Emerging studies have identified ferroptosis as a promising therapeutic target, the inhibition of which is hypothesized to mitigate brain injury and subsequent neuronal death following stroke. Zerumbone, a phytochemical sesquiterpene isolated from Zingiber zerumbet Smith, exhibit diverse therapeutic properties across a range of neurological disorders. This study aimed to elucidate the postischemic neuroprotective effects and regulatory impact of zerumbone on ferroptosis-mediated cell death following oxygen‒glucose deprivation/reperfusion (OGD/R) injury. We employed an in vitro OGD/R SH-SY5Y cell model of stroke to evaluate the postischemic neuroprotective effects of zerumbone, a lead molecule identified through literature studies. Moreover, assays were performed to assess how zerumbone affects lipid peroxide levels, intracellular reactive oxygen species (ROS), and mitochondrial membrane integrity.
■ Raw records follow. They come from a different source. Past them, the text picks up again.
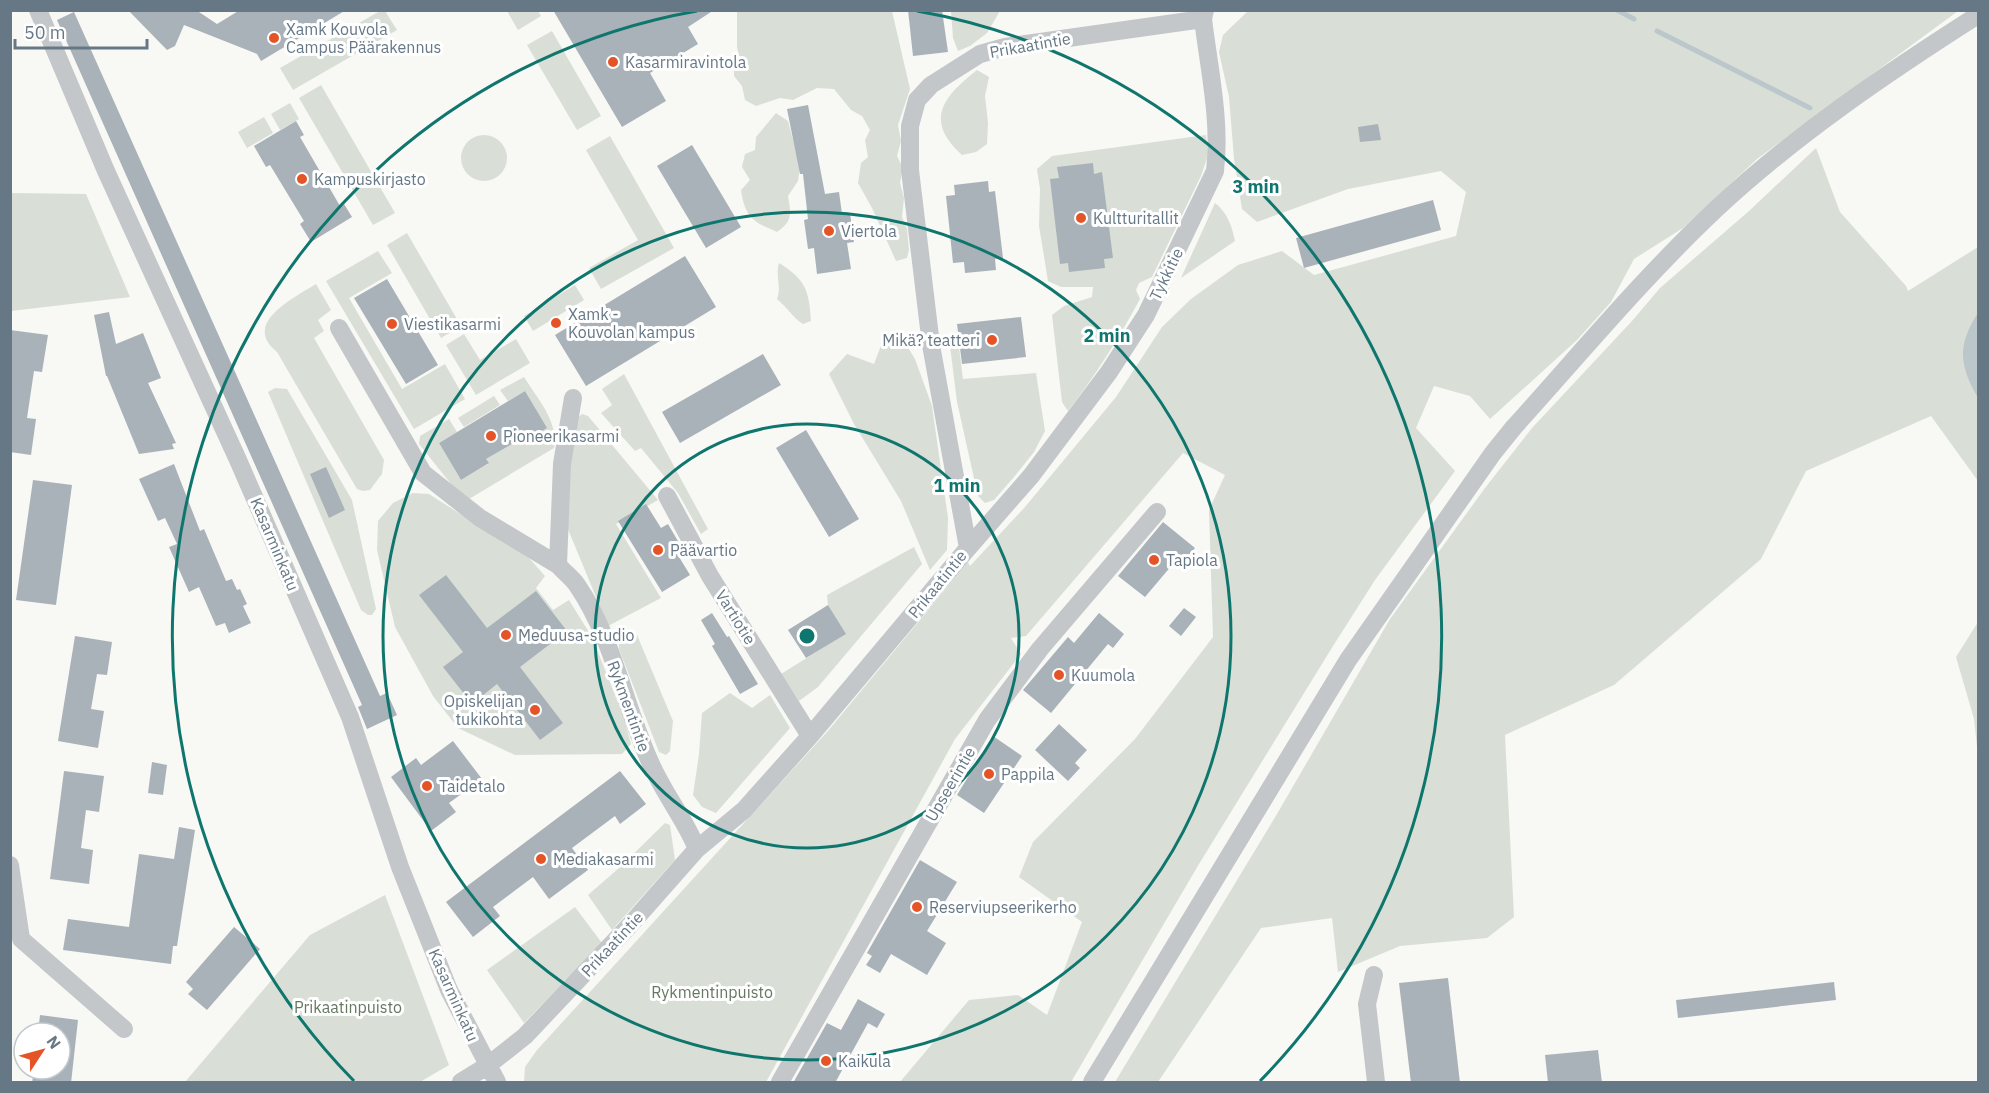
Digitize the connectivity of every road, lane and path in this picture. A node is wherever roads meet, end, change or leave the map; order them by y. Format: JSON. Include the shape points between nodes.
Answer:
{"nodes":[{"id":1,"x":38,"y":10,"type":"edge"},
{"id":2,"x":1204,"y":15,"type":"edge"},
{"id":3,"x":1978,"y":15,"type":"edge"},
{"id":4,"x":339,"y":328,"type":"dead end"},
{"id":5,"x":573,"y":398,"type":"dead end"},
{"id":6,"x":667,"y":496,"type":"dead end"},
{"id":7,"x":1157,"y":512,"type":"dead end"},
{"id":8,"x":968,"y":548,"type":"junction"},
{"id":9,"x":558,"y":565,"type":"junction"},
{"id":10,"x":810,"y":736,"type":"junction"},
{"id":11,"x":698,"y":849,"type":"junction"},
{"id":12,"x":10,"y":866,"type":"edge"},
{"id":13,"x":16,"y":938,"type":"edge"},
{"id":14,"x":1374,"y":975,"type":"dead end"},
{"id":15,"x":124,"y":1029,"type":"dead end"},
{"id":16,"x":487,"y":1066,"type":"junction"},
{"id":17,"x":461,"y":1083,"type":"edge"},
{"id":18,"x":497,"y":1083,"type":"edge"},
{"id":19,"x":780,"y":1083,"type":"edge"},
{"id":20,"x":1092,"y":1083,"type":"edge"},
{"id":21,"x":1376,"y":1083,"type":"edge"}],
"edges":[{"from":1,"to":16,"type":"street","name":"Kasarminkatu","via":[[350,717],[404,876],[449,990]]},
{"from":2,"to":8,"type":"street","name":"Tykkitie","via":[[1214,104],[1215,171],[1146,315],[1115,363],[1031,476]]},
{"from":2,"to":8,"type":"street","name":"Prikaatintie","via":[[1005,46],[980,54],[931,85],[917,100],[909,126],[910,170],[932,345]]},
{"from":3,"to":20,"type":"street","via":[[1790,145],[1716,210],[1653,272],[1493,453],[1348,660]]},
{"from":4,"to":9,"type":"street","name":"Rykmentintie","via":[[423,473],[480,518]]},
{"from":5,"to":9,"type":"street","via":[[562,464]]},
{"from":6,"to":10,"type":"street","name":"Vartiotie","via":[[710,576]]},
{"from":7,"to":19,"type":"street","name":"Upseerintie","via":[[1040,649],[987,720]]},
{"from":8,"to":10,"type":"street","name":"Prikaatintie"},
{"from":9,"to":11,"type":"street","name":"Rykmentintie","via":[[576,583],[590,607],[651,764]]},
{"from":10,"to":11,"type":"street","name":"Prikaatintie","via":[[744,810]]},
{"from":11,"to":16,"type":"street","name":"Prikaatintie","via":[[537,1023]]},
{"from":12,"to":13,"type":"street"},
{"from":13,"to":15,"type":"street"},
{"from":14,"to":21,"type":"street","via":[[1367,1004]]},
{"from":16,"to":17,"type":"street","name":"Prikaatintie"},
{"from":16,"to":18,"type":"street","name":"Kasarminkatu"}]}
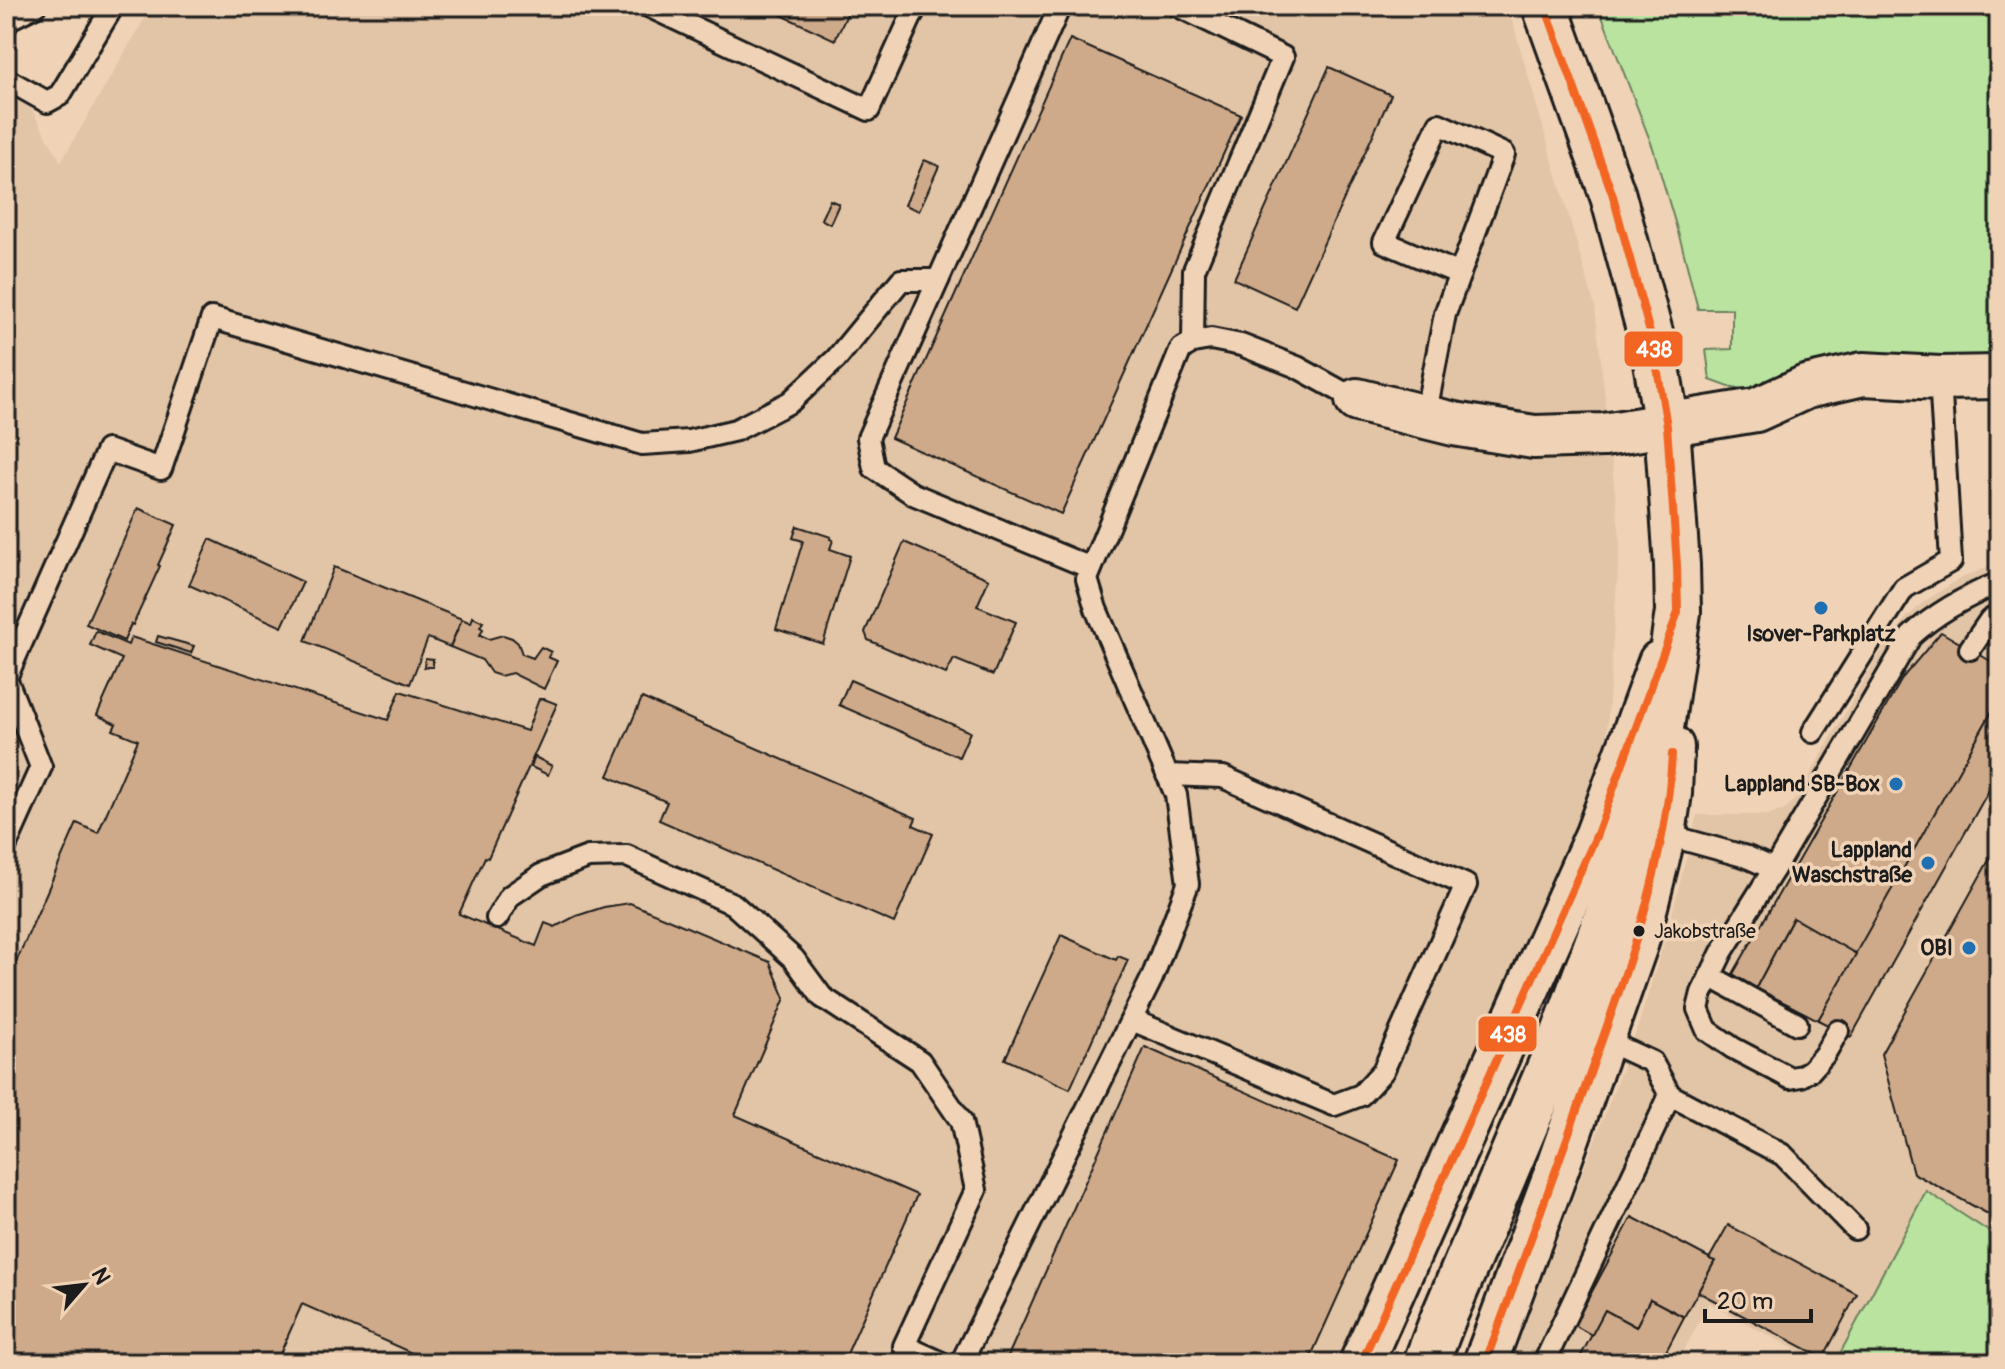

Furthermore, molecular docking simulations were carried out to determine the targets, and western blotting was performed to examine TFR1 protein expression. Zerumbone (0.5 µM) treatment at 1-hour postischemia increased cell viability (72.11 ± 0.98) and mitigated OGD/R-induced ischemic injury. Zerumbone significantly decreased intracellular ROS levels and lipid peroxide production while increasing mitochondrial membrane integrity, suggesting that zerumbone ameliorated OGD/R-induced ischemic injury by inhibiting ferroptosis in vitro. This finding was corroborated by our western blot analysis, which revealed that the antiferroptotic role of zerumbone was distinctly mediated through the downregulation of transferrin receptor 1 (TFR1) protein expression. This communication, for the first time, highlights the feasibility of zerumbone as a promising adjunctive neuroprotective agent against ferroptosis cell death in the context of cerebral stroke. This study lays the groundwork for subsequent in-depth investigations to fully elucidate its therapeutic potential in ischemic stroke treatment.